February 1, 2024
Strength in Numbers: Advantages of Multi-Club Ownership in Sport
This article was originally published in Populous Magazine, our biannual publication featuring news and trends from the worlds of sport, entertainment, and major public events. Find out more, and subscribe for free, here.
Some of the world’s highest performing clubs and sports businesses have been conglomerated under powerful companies, dynasties or individuals. We explore the advantage this ownership model brings to the clubs themselves, and their athletes, sponsors and fans.
Who is global sport’s most influential person? While superstar athletes such as Coco Gauff, LeBron James and Lionel Messi stand tall as the public faces of sport that we see on a daily basis, it’s often the businesspeople behind the scenes who wield equal, if not greater influence. And one of them, billionaire landowner John C. Malone, is probably more powerful than all the others. This 82-year-old American is chairman and the largest voting shareholder of Liberty Media – currently the world’s most valuable sports empire, owner of the Formula One Group and the Atlanta Braves baseball team, with stakes in other major sports ventures. Forbes magazine values the company at just under US$21 billion.
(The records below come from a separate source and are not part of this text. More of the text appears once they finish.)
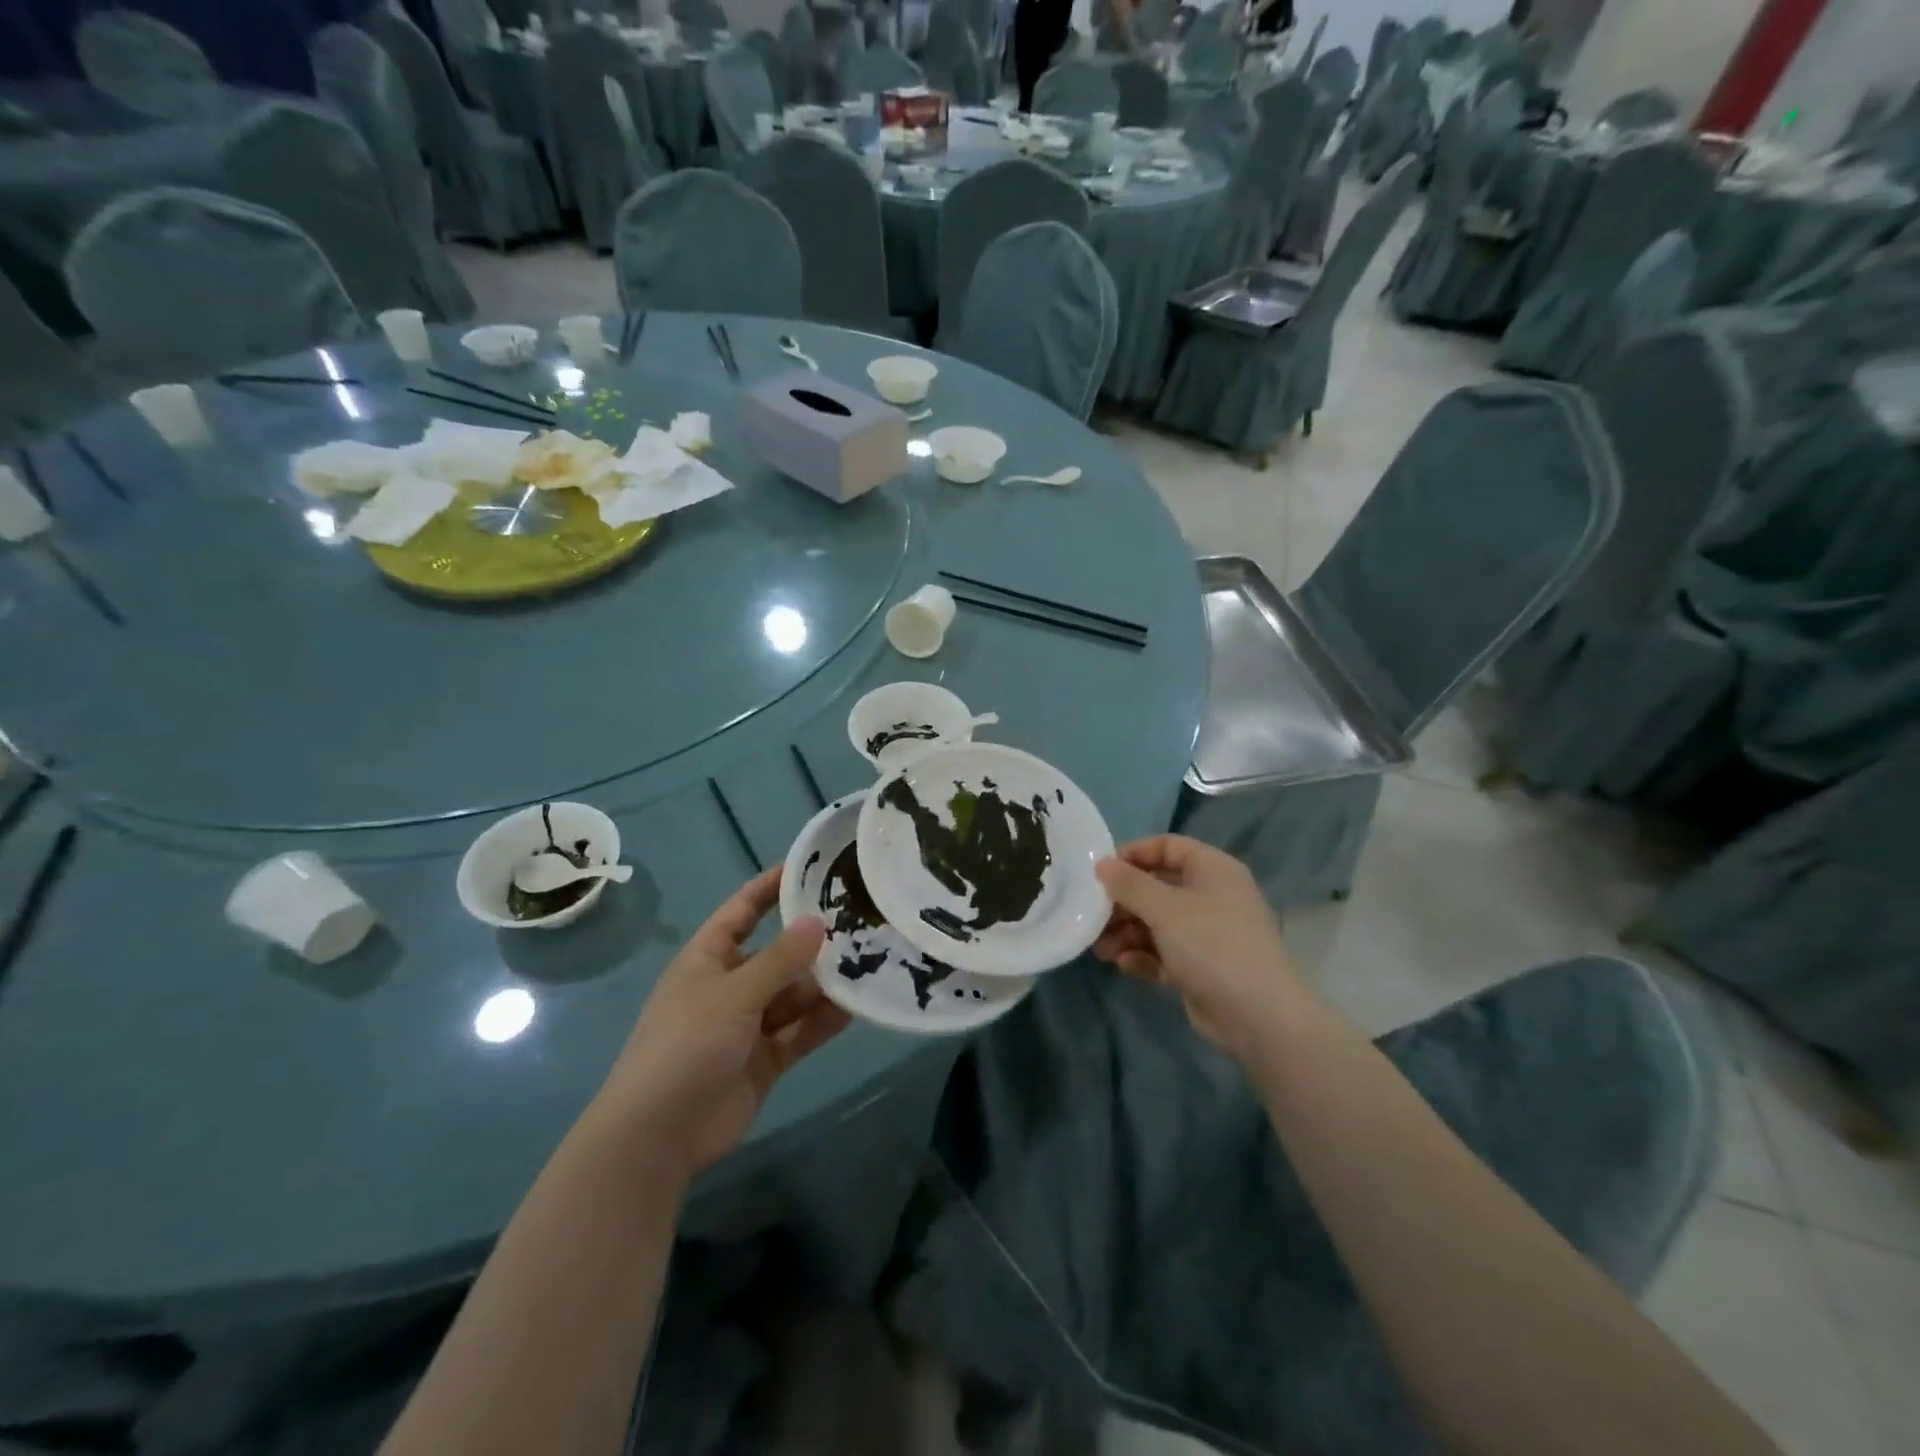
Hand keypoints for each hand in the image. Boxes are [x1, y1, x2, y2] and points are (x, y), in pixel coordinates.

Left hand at [594, 868, 847, 1178]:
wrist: (658, 1136)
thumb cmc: (685, 1046)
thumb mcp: (733, 994)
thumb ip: (779, 960)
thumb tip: (818, 920)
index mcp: (708, 959)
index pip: (742, 911)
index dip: (770, 888)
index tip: (809, 867)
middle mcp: (731, 985)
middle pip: (778, 954)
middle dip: (813, 942)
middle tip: (861, 922)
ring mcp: (749, 1024)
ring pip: (794, 994)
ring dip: (826, 984)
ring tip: (871, 963)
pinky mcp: (766, 1059)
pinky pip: (801, 1030)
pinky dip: (825, 1020)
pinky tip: (859, 1006)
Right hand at [1093, 835, 1303, 1059]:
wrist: (1258, 1016)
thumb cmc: (1211, 944)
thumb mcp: (1164, 908)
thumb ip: (1129, 884)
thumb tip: (1102, 864)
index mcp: (1212, 870)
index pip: (1168, 846)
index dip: (1134, 854)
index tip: (1102, 871)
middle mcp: (1211, 896)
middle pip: (1157, 887)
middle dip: (1123, 903)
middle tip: (1094, 916)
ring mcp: (1207, 934)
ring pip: (1156, 923)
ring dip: (1127, 933)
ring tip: (1102, 949)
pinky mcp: (1200, 967)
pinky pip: (1164, 953)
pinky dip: (1143, 956)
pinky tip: (1126, 966)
Across the planet, sports empires are on the rise, with investors, hedge funds and even sovereign nations buying up multiple sports teams, properties and businesses, offering all the benefits and economies of scale one finds with other global conglomerates. Ranked second on Forbes magazine’s list of global sports empires is Kroenke Sports & Entertainment, whose influence extends across soccer, American football, basketball, ice hockey, indoor lacrosse and esports, thanks to their ownership of Los Angeles Rams, Colorado Avalanche, Denver Nuggets, Arsenal FC, The Guard, Colorado Rapids and Colorado Mammoth. Other leading individuals or groups include Jerry Jones (owners of Dallas Cowboys), Fenway Sports Group (Boston Red Sox, Liverpool FC and Pittsburgh Penguins), and Madison Square Garden Sports (New York Knicks, New York Rangers, Hartford
Wolf Pack).
Most of these ventures are funded through private equity funds. But City Football Group, which owns Manchester City FC, New York City FC, Melbourne City FC, and other soccer clubs across western Europe, India, Japan, China and South America, is 81-per cent-owned by Sheikh Mansour, vice president of the United Arab Emirates. Then there’s the Public Investment Fund, the sovereign wealth fund of Saudi Arabia, which owns Newcastle United FC and LIV Golf.
So how does multi-club ownership benefit the individual clubs and the fans who support them? The funds’ cumulative power and expertise – and of course their vast resources – should not be underestimated. Nor should the economies of scale they can employ. Having multiple clubs and sports businesses on their books allows empires to expand fan bases internationally, tap into new markets and generate new revenue streams.